• Task statement:
A single number is the answer: how many lines of the data hold "this"?

• Exercise data:
━━━━━━━━━━━━━━━━━━━━
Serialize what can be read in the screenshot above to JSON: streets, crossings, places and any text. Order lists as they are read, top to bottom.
━━━━━━━━━━━━━━━━━━━━
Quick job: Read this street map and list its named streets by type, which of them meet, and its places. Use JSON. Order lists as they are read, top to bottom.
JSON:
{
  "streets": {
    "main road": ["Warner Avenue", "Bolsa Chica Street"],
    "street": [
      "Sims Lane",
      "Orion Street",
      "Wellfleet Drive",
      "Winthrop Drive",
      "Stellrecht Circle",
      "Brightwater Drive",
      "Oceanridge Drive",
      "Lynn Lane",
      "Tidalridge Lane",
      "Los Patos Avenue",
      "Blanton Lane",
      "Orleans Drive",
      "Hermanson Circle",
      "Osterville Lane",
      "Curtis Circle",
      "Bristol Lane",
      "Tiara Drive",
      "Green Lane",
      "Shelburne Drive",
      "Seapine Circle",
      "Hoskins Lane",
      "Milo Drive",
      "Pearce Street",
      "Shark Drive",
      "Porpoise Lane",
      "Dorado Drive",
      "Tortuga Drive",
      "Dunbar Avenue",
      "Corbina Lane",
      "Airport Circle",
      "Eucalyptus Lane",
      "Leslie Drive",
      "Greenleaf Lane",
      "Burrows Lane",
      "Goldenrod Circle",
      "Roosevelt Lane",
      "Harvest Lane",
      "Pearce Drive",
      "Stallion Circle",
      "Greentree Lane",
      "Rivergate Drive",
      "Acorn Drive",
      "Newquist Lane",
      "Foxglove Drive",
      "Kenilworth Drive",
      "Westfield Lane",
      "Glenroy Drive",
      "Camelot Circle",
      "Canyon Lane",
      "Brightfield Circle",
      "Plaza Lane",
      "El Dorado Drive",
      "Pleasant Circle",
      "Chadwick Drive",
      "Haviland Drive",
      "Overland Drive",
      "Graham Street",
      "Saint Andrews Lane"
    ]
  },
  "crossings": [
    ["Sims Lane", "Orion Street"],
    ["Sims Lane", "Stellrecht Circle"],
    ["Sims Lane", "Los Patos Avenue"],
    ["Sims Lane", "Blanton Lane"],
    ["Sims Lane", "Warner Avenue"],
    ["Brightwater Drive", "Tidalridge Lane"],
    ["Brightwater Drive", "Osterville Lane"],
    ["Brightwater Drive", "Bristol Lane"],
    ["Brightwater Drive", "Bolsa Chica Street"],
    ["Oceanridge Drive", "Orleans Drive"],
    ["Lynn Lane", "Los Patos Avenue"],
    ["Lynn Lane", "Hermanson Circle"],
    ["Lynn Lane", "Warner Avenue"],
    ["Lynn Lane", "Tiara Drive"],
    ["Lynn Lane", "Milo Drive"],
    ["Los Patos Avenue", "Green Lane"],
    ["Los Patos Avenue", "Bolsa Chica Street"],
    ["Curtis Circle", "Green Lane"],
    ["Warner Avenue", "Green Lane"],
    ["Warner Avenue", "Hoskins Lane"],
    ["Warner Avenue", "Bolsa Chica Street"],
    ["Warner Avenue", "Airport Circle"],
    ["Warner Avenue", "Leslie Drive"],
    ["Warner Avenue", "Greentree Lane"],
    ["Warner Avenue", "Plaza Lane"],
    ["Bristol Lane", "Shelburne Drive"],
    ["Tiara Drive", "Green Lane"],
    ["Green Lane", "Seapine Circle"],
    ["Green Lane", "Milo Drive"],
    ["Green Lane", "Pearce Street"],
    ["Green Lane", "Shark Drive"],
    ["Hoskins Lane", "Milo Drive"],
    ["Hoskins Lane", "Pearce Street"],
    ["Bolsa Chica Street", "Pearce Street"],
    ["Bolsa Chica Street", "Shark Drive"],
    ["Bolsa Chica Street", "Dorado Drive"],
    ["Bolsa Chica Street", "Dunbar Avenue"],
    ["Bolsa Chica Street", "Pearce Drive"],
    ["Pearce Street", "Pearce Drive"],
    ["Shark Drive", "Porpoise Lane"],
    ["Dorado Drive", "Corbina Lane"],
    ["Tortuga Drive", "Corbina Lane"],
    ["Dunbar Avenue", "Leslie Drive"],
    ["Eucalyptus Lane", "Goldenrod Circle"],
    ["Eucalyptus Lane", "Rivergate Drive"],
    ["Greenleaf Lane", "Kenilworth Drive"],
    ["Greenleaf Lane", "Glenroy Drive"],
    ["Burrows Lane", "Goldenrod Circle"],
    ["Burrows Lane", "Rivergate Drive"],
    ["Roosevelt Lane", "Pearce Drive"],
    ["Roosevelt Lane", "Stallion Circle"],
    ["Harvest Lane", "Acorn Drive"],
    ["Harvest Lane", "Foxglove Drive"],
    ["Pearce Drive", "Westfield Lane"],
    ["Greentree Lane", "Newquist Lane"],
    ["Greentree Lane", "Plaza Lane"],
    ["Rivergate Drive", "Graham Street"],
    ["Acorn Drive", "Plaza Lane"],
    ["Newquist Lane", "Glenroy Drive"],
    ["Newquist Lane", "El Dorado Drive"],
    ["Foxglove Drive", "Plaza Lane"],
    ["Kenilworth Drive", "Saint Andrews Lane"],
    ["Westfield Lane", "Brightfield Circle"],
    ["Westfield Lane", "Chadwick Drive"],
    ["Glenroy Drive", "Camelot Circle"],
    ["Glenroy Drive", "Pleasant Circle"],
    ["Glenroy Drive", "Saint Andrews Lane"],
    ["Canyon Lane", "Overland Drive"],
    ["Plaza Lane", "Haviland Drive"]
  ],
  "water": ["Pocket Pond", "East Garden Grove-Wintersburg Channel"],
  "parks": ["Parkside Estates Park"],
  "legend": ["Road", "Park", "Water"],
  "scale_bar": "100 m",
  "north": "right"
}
━━━━━━━━━━━━━━━━━━━━
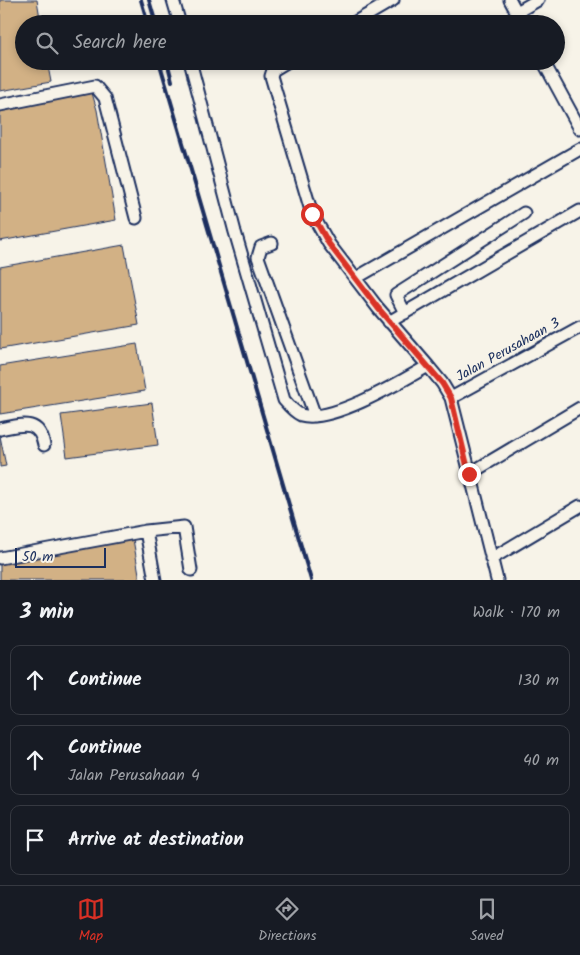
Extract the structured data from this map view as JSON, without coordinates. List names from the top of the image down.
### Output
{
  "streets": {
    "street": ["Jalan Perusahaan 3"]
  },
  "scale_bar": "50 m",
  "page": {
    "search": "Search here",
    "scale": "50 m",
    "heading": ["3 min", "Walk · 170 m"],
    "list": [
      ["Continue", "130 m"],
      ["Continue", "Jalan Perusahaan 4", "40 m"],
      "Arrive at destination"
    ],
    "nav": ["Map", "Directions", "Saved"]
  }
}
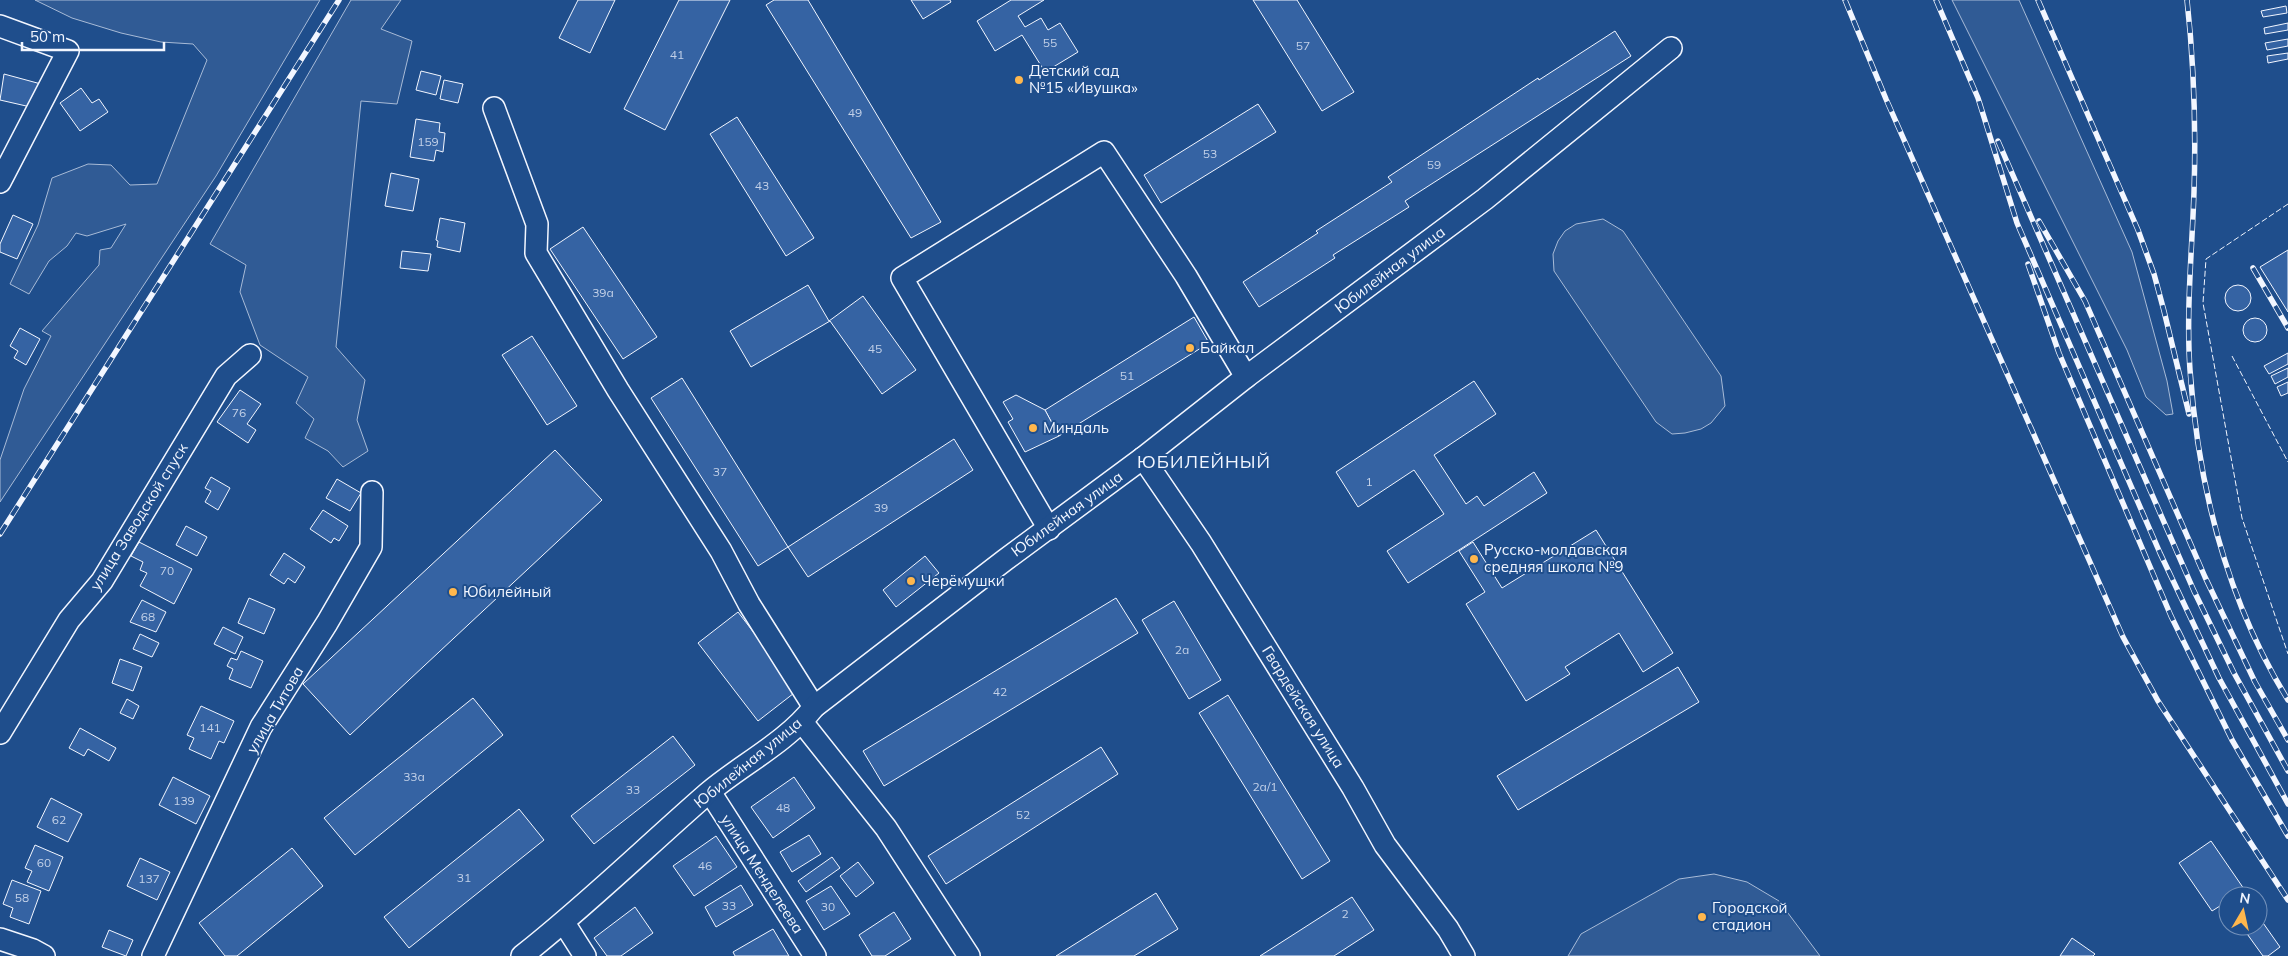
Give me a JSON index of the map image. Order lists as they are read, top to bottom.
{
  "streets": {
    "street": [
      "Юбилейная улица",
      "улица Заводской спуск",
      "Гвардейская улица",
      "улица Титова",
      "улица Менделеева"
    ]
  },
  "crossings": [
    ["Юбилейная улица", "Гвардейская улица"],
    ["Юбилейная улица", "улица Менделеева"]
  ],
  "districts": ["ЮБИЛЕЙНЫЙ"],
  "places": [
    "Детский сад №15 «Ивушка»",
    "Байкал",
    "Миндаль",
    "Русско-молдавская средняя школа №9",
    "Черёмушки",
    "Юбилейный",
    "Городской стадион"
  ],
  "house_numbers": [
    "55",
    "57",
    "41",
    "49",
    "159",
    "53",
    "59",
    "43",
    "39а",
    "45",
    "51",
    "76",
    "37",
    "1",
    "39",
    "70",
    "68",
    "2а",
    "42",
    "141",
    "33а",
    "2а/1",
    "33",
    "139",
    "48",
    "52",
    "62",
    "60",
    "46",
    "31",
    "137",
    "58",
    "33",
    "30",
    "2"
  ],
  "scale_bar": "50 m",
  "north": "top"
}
━━━━━━━━━━━━━━━━━━━━
• Task response:
2